Article body

La consommation marchande est maintenant entrée dans les moeurs et les façons de vivre depuis un bon demi-siècle. La grande enquête de Gérald Fortin et Marc-Adélard Tremblay sur les comportements économiques de la famille salariée du Québec – réalisée en 1959 et publiée en 1964 – avait montré en effet que la société québécoise était déjà relativement homogène sur tout le territoire dès le milieu du XXe siècle du point de vue des comportements de consommation et des attitudes, le revenu du ménage étant la principale source de différenciation sociale (mais non le milieu de vie ni la classe socioéconomique). L’ouvrage de Duguay adopte un point de vue différent, s’attardant à étudier l’acte même de consommer en insistant sur la fonctionnalité des objets et, surtout, sur les aspects immatériels du phénomène de la consommation, soit l’imaginaire qui les entoure, la construction du sens et, plus largement, la recherche du plaisir, une dimension devenue importante dans les travaux contemporains de sociologie de la consommation. L’auteur aurait pu citer avec profit le bel ouvrage du sociologue britannique Colin Campbell, The Romantic Ethic and the Spirit of Consumerism (1986), qui a développé plus largement cette thèse en posant un parallèle explicite avec l’approche de Max Weber dans son ouvrage classique L’éthique protestante et l’esprit du Capitalisme (1902).
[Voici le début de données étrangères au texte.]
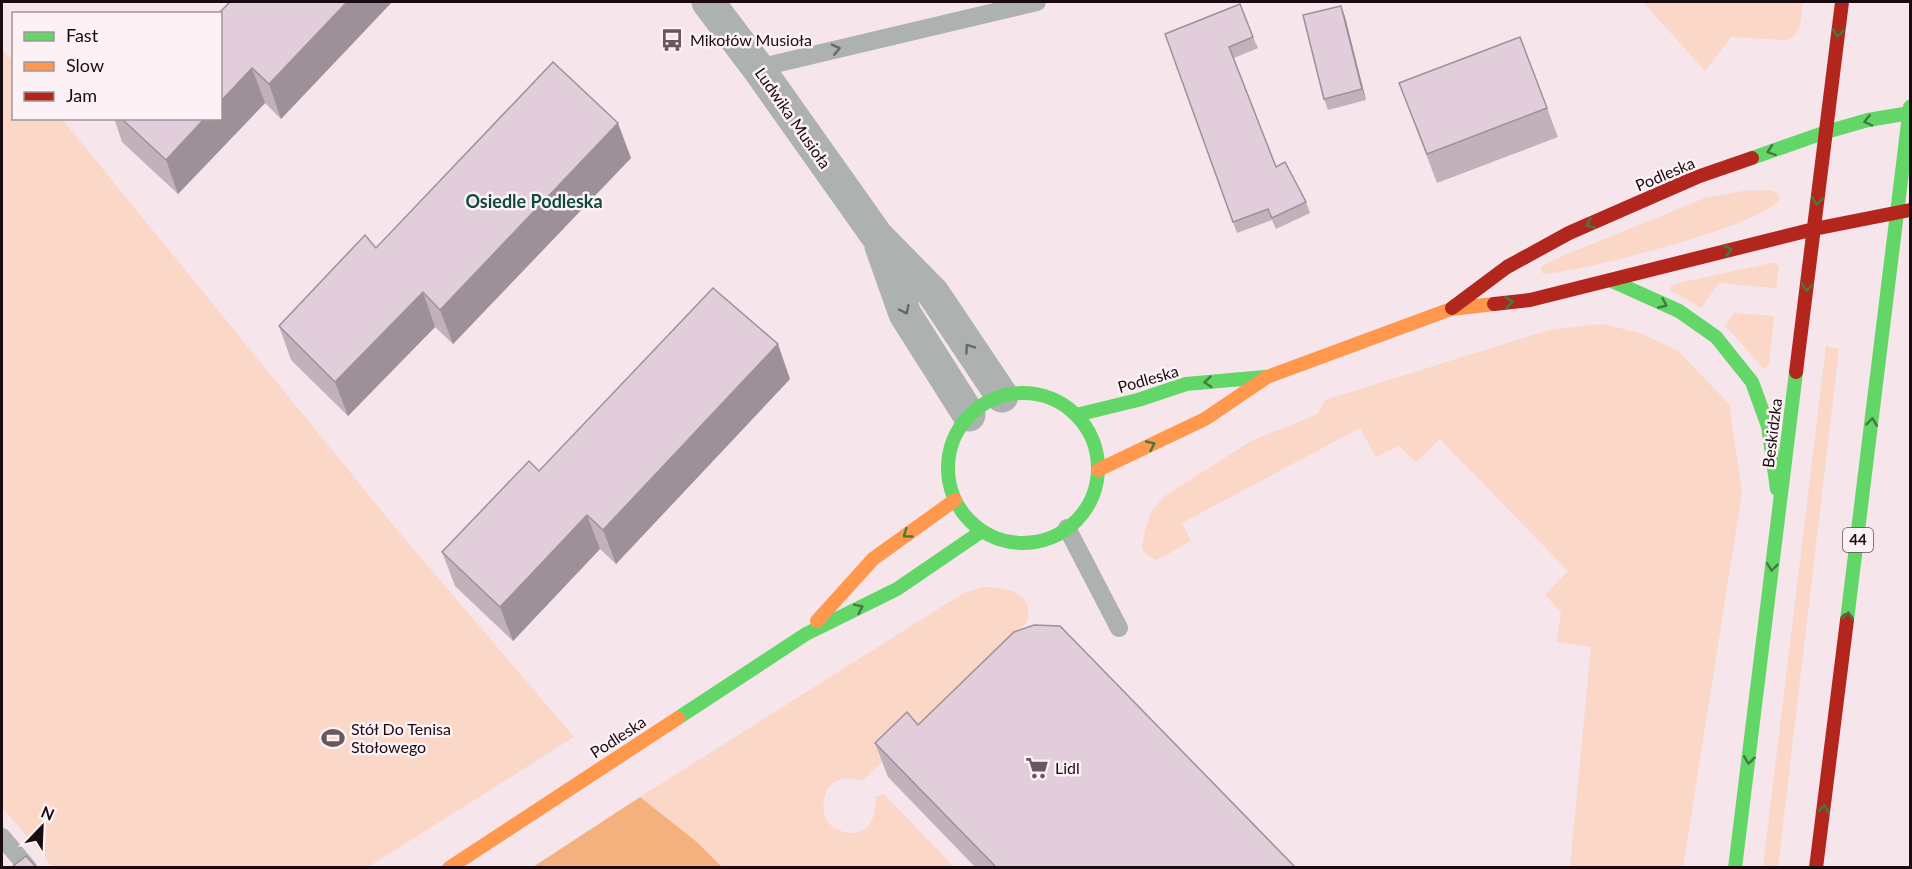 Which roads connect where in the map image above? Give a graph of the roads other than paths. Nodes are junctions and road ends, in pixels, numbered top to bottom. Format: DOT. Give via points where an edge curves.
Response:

L’argument central de l’auteur est que tout objet possède à la fois une valeur utilitaire et une valeur symbolique, deux dimensions qui se retrouvent à toutes les époques, même les plus reculées dans le temps, mais qui sont particulièrement prégnantes dans les objets produits dans la sphère marchande au XXe siècle. « Les attentes symboliques visent l’association, voulue par le consommateur, du produit à un symbole : mode, statut, style de vie, classe sociale, richesse et pouvoir, modernité technologique, etc. Ce qu’on essaie d’obtenir, c’est une image, par exemple, celle d’un style de vie particulier » (p. 97).

Le lecteur notera dans cette citation l’expression « voulue par le consommateur », capitale pour cerner l’interprétation proposée par l’auteur de l’ouvrage. Ce dernier n’inscrit pas en effet son analyse dans la perspective de Bourdieu – habitus, système de dispositions acquises, reconversion, champ culturel, causalité du probable – mais il montre plutôt la pertinence d’une perspective qui part des acteurs à la manière d’auteurs classiques comme Max Weber, Edmond de Goblot (La barrière et le niveau, 1925) ou Alexis de Tocqueville (« L’homme n’a pas que des intérêts, il a aussi des idées et des sentiments »).

Consommation et image de soi est un livre à lire – trop bref cependant, ce sera notre principale critique – pour comprendre la société de consommation marchande élargie, pour comprendre aussi ce qu’est devenue la société québécoise depuis maintenant plus d’un demi-siècle.